Records supplied below:
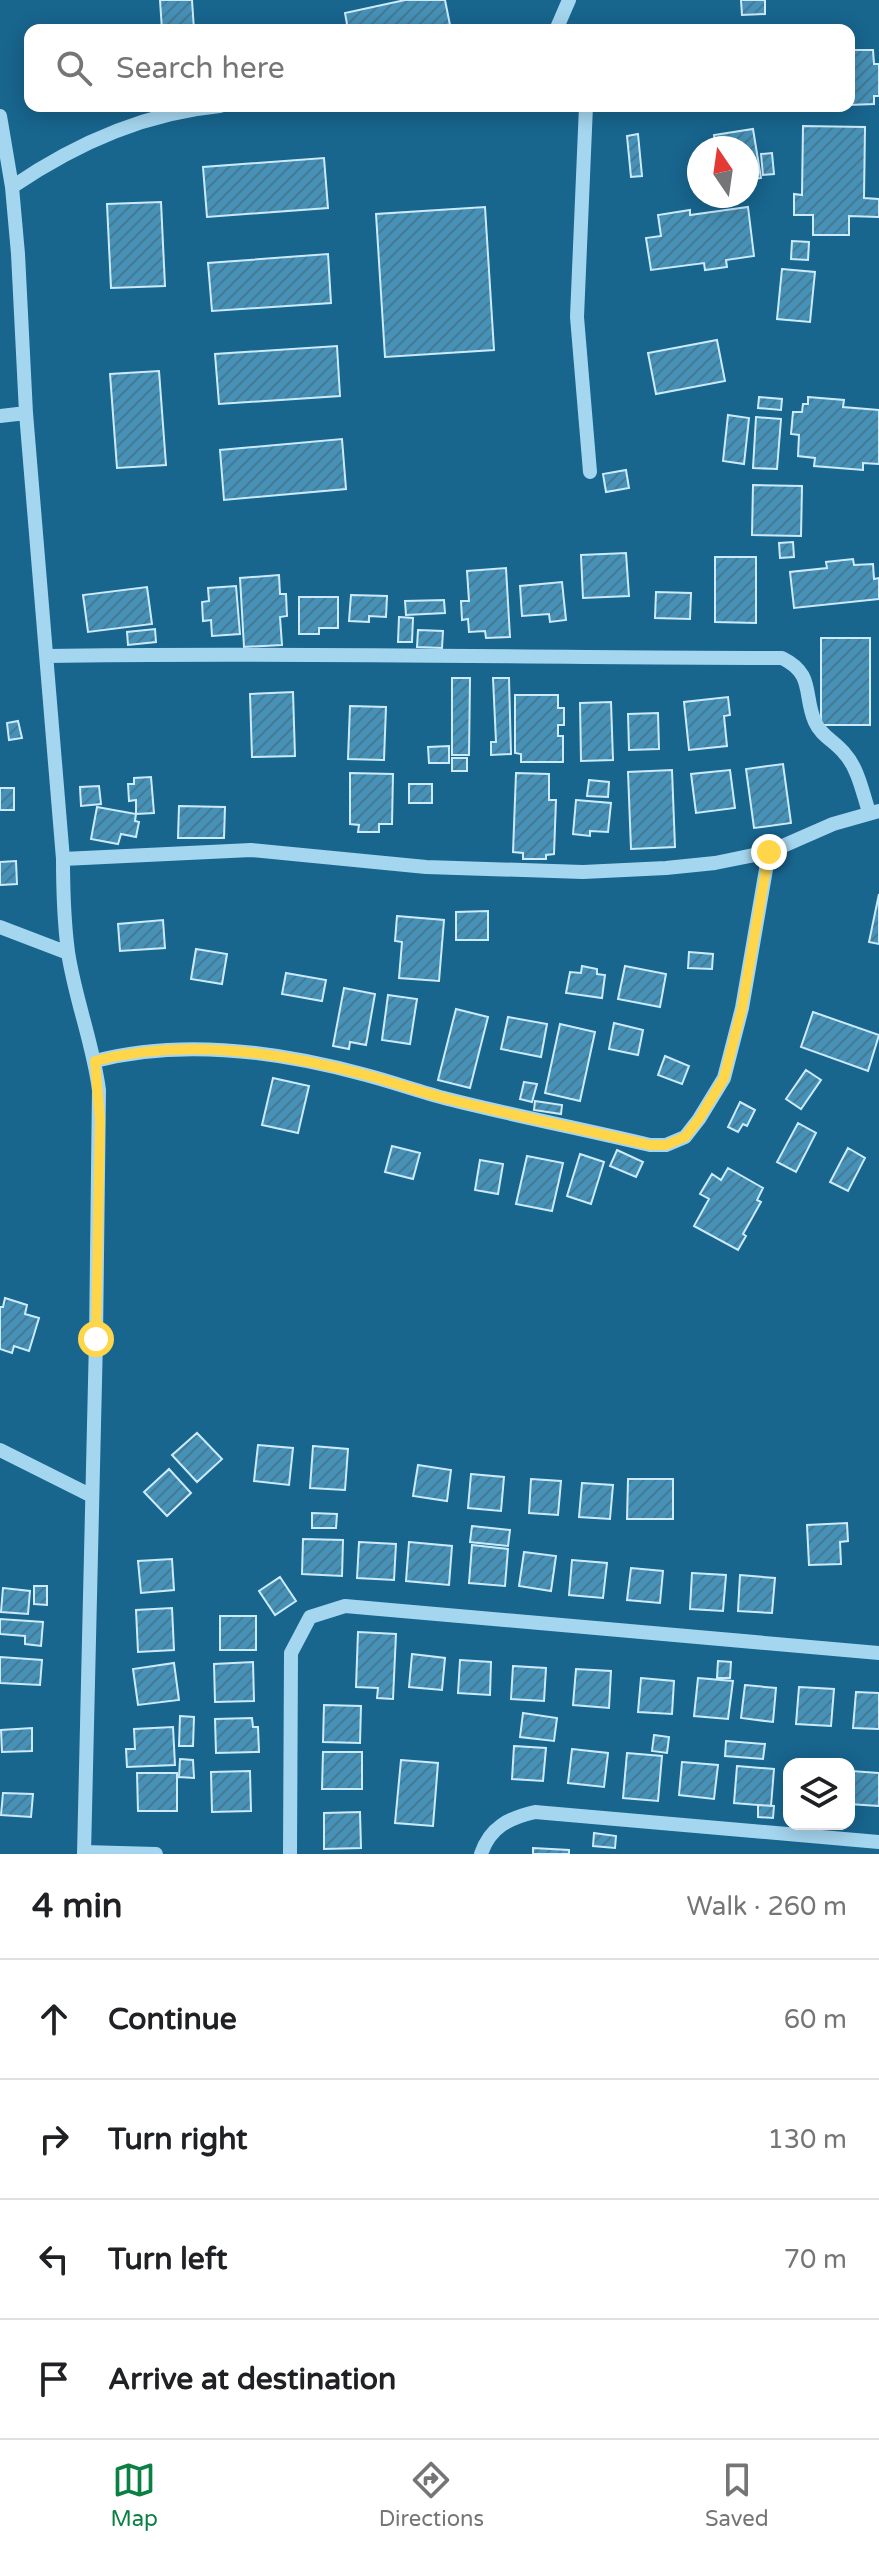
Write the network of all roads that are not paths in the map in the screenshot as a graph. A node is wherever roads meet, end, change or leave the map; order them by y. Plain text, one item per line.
1 (569, 0) edge
2 (559, 24) edge
3 (174, 112) edge
4 (586, 112) edge
5 (0, 116) edge
6 (12, 187) junction
7 (26, 413) junction
8 (0, 416) edge
9 (590, 472) dead end
10 (47, 656) junction
11 (874, 812) edge
12 (769, 852) junction
13 (63, 859) junction
14 (0, 927) edge
15 (68, 953) junction
16 (95, 1061) junction
17 (0, 1450) edge
18 (92, 1496) junction
19 (879, 1653) edge
20 (879, 1842) edge
21 (84, 1853) edge
22 (156, 1854) edge
23 (290, 1854) edge
24 (481, 1854) edge

1 - 2 street
3 - 6 street
4 - 9 street
5 - 6 street
6 - 7 street
7 - 8 street
7 - 10 street
10 - 11 street
10 - 13 street
11 - 12 street
12 - 13 street
12 - 16 street
13 - 15 street
14 - 15 street
15 - 16 street
16 - 18 street
17 - 18 street
18 - 21 street
19 - 23 street
20 - 24 street
21 - 22 street

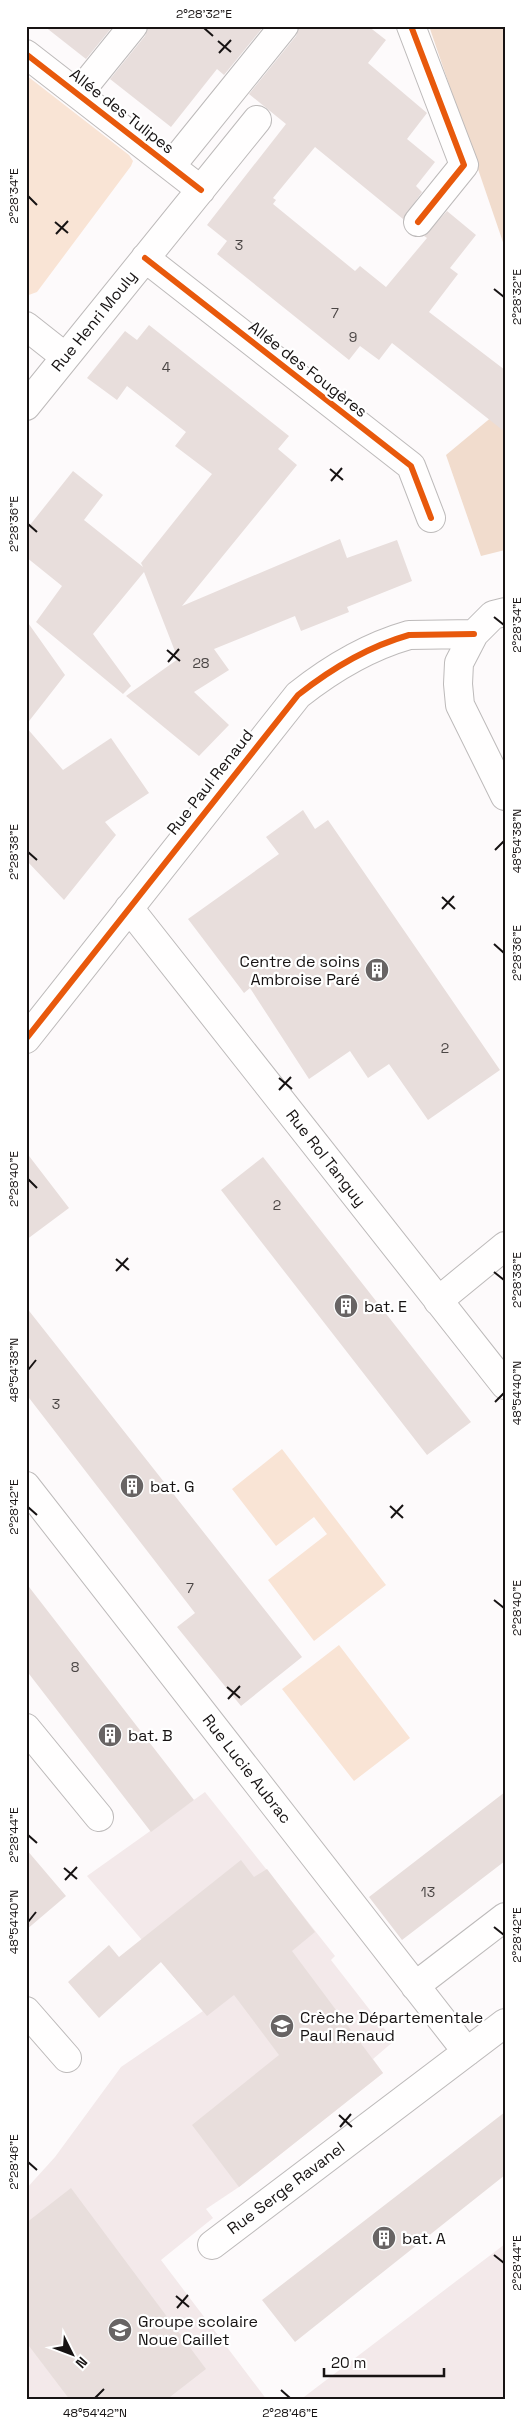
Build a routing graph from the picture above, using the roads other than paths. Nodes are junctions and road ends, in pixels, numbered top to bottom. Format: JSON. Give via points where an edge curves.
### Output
End of Records supplied.
- [Task requirements] Transcribe every entry exactly. Leave out the pictures.

- [Solved exercise]
Write the network of all roads that are not paths in the map in the screenshot as a graph. A node is wherever roads meet, end, change or leave the map; order them by y. Plain text, one item per line.
1 (569, 0) edge
2 (559, 24) edge
3 (174, 112) edge
4 (586, 112) edge
5 (0, 116) edge
6 (12, 187) junction
7 (26, 413) junction
8 (0, 416) edge
9 (590, 472) dead end
10 (47, 656) junction
11 (874, 812) edge
12 (769, 852) junction
13 (63, 859) junction
14 (0, 927) edge
15 (68, 953) junction
16 (95, 1061) junction
17 (0, 1450) edge
18 (92, 1496) junction
19 (879, 1653) edge
20 (879, 1842) edge
21 (84, 1853) edge
22 (156, 1854) edge
23 (290, 1854) edge
24 (481, 1854) edge

1 - 2 street
3 - 6 street
4 - 9 street
5 - 6 street
6 - 7 street
7 - 8 street
7 - 10 street
10 - 11 street
10 - 13 street
11 - 12 street
12 - 13 street
12 - 16 street
13 - 15 street
14 - 15 street
15 - 16 street
16 - 18 street
17 - 18 street
18 - 21 street
19 - 23 street
20 - 24 street
21 - 22 street

Build a routing graph from the picture above, using the roads other than paths. Nodes are junctions and road ends, in pixels, numbered top to bottom. Format: JSON. Give via points where an edge curves.
### Output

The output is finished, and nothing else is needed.